There are always meatless, dairy-free options on the menu at the Chicago set of "The Playboy Club," as several actors in the cast are vegan. Jenna Dewan-Tatum was vegetarian and went vegan about a year ago. "I feel like a different person. There's a big difference in my energy level, my skin cleared up, I could not believe the change," raves Dewan-Tatum, whose husband, actor Channing Tatum, has not followed suit, "but he'll do meatless Mondays with me. He's very open to it." She and fellow vegans Laura Benanti and Leah Renee, a big PETA supporter, have found some good vegan Windy City restaurants, reports Dewan-Tatum, who plays the free-spirited Janie in the '60s-set drama, which premieres on NBC Sept. 19.
Her busy movie career notwithstanding, Dewan-Tatum found the script "too good to pass up. Every season I was sent a bunch of pilots but none ever felt right until this came along," she says, noting that she was drawn to the script, milieu, character (who's dating the club bartender but won't commit), and the iconic costume, "We had like a dozen fittings. It's really fit to your body. You put it on and you immediately feel like you're back in another era," she says, but doesn't think it's that racy. "Compared to what some people are wearing on TV ours is quite conservative."
Dewan-Tatum has several films in the can, including "Setup," a heist drama with Bruce Willis and Ryan Phillippe, "Ten Year," a "dramedy about a ten-year high school reunion I attend with my boyfriend, and 'The Legend of Hell's Gate: An American Conspiracy,' a full-on spaghetti western. I play a thief. 'Slightly Single in L.A.' is basically 'Entourage' for females, about dating in L.A. I don't do well with down time," she says. Of course that means she and her husband have to travel to see each other, but "we've gotten used to it. If you want to make it work, you make it work. We're used to the gypsy life."
Leah Renee, another recent vegetarian-to-vegan convert, plays Alice, a married bunny keeping a secret — she's gay. She and her co-stars had two weeks of training with a former bunny who taught them the very specific stance, walk and the Bunny Dip, the behind-the-back method of serving drinks. Talking to retired bunnies about their experiences, she discovered "these women were working there because it was their choice.

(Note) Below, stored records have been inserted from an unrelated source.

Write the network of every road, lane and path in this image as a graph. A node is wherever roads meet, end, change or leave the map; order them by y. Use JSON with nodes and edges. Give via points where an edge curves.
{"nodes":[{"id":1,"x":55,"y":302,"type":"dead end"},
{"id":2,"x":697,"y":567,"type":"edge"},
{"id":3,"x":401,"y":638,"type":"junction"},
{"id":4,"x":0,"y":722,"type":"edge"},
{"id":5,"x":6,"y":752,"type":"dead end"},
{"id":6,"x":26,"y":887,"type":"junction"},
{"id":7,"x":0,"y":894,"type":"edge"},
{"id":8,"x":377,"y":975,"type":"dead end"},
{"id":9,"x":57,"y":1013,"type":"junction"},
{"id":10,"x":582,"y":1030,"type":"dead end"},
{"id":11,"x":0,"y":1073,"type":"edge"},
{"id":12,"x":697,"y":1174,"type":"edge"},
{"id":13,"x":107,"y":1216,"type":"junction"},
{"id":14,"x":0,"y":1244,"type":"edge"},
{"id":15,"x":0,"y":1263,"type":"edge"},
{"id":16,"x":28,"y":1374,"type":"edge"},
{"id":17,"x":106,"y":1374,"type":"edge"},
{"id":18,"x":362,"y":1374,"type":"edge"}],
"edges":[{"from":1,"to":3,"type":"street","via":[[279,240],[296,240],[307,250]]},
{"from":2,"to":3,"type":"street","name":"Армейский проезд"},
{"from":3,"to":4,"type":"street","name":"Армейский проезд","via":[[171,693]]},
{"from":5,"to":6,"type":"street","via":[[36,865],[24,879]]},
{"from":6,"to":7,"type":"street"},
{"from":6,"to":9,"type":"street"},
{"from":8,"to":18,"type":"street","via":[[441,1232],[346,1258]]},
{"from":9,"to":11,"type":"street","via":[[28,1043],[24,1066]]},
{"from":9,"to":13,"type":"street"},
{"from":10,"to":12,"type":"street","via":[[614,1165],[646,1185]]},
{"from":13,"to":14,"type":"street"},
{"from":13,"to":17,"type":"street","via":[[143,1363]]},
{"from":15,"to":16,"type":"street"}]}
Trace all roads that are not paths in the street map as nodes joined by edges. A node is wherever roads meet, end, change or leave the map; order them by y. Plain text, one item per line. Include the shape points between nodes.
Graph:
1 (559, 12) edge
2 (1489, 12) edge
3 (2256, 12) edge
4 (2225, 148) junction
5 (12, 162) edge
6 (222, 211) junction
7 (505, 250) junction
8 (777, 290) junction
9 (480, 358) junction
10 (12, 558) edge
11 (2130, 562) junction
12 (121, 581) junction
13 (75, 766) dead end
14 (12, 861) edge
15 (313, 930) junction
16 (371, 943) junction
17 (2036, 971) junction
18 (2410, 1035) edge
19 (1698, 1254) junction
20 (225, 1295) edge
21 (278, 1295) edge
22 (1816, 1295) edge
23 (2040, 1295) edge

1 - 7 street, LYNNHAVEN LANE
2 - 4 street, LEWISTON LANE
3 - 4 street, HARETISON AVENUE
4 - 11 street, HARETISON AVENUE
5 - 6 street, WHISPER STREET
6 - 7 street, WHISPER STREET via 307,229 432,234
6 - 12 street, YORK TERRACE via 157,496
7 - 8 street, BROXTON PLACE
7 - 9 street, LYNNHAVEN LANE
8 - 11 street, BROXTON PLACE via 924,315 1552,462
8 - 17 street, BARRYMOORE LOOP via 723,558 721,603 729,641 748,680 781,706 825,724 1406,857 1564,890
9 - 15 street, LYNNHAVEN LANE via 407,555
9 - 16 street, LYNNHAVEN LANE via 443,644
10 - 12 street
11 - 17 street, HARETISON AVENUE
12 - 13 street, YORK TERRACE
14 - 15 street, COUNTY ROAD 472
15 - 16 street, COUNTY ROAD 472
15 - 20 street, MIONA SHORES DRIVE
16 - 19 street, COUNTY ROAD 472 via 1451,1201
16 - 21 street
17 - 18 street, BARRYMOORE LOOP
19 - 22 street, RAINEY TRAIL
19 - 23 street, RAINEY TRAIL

A lot of times people think using sexuality is a bad thing and I don't think it is."
"I've always recycled and I'm thinking about getting an eco-friendly car, maybe a Prius," says Renee's roommate Naturi Naughton, who plays "chocolate bunny" Brenda. "The more I grow I learn we have to take care of our environment, so things like that are starting to become more relevant and important."
She was drawn to her "strong, ambitious, very confident" character, who wants to become the first black "Playboy" centerfold. "The fact that she's a step ahead of the rest of the world is kind of cool," says Naughton. She loves the iconic costume and the '60s club setting, and researched the era by quizzing her parents and ex-bunnies, reading books and watching documentaries. A singer who starred in "Fame" and played Lil' Kim in "Notorious," she'll put her music ability to use on the show. "You feel like you're in this fantasy, and that's what it was," she says of the "The Playboy Club." "It's like Disney World for adults."
Amber Heard recycles and washes many of her clothes and all her dishes by hand. "I do my part to reduce my footprint as much as possible," says the actress, who plays Maureen, a newly hired bunny who accidentally kills a mob boss on her first night on the job. Nick Dalton (Eddie Cibrian) comes to her aid, and inevitably, sparks fly. "She allows herself to be helped when she needs it but she by no means relies on any character, male or female, and we'll see that journey," says Heard.
She draws a parallel between herself and her co-stars and the women they play. "We're independent, self-sufficient, intelligent women making a career for ourselves, and we're representing women who were doing the same in a time where options were completely different. These trailblazers weren't afraid to go against the status quo and make changes in their lives for the better, to do something new and different," she notes, relating to the concept. "I always aspire to challenge myself, to be true to myself, to keep challenging the norm and the expectations people set forth for me, take my own path and do what's right for me." She'll star opposite Johnny Depp and Aaron Eckhart in "The Rum Diary," due in theaters Oct. 28.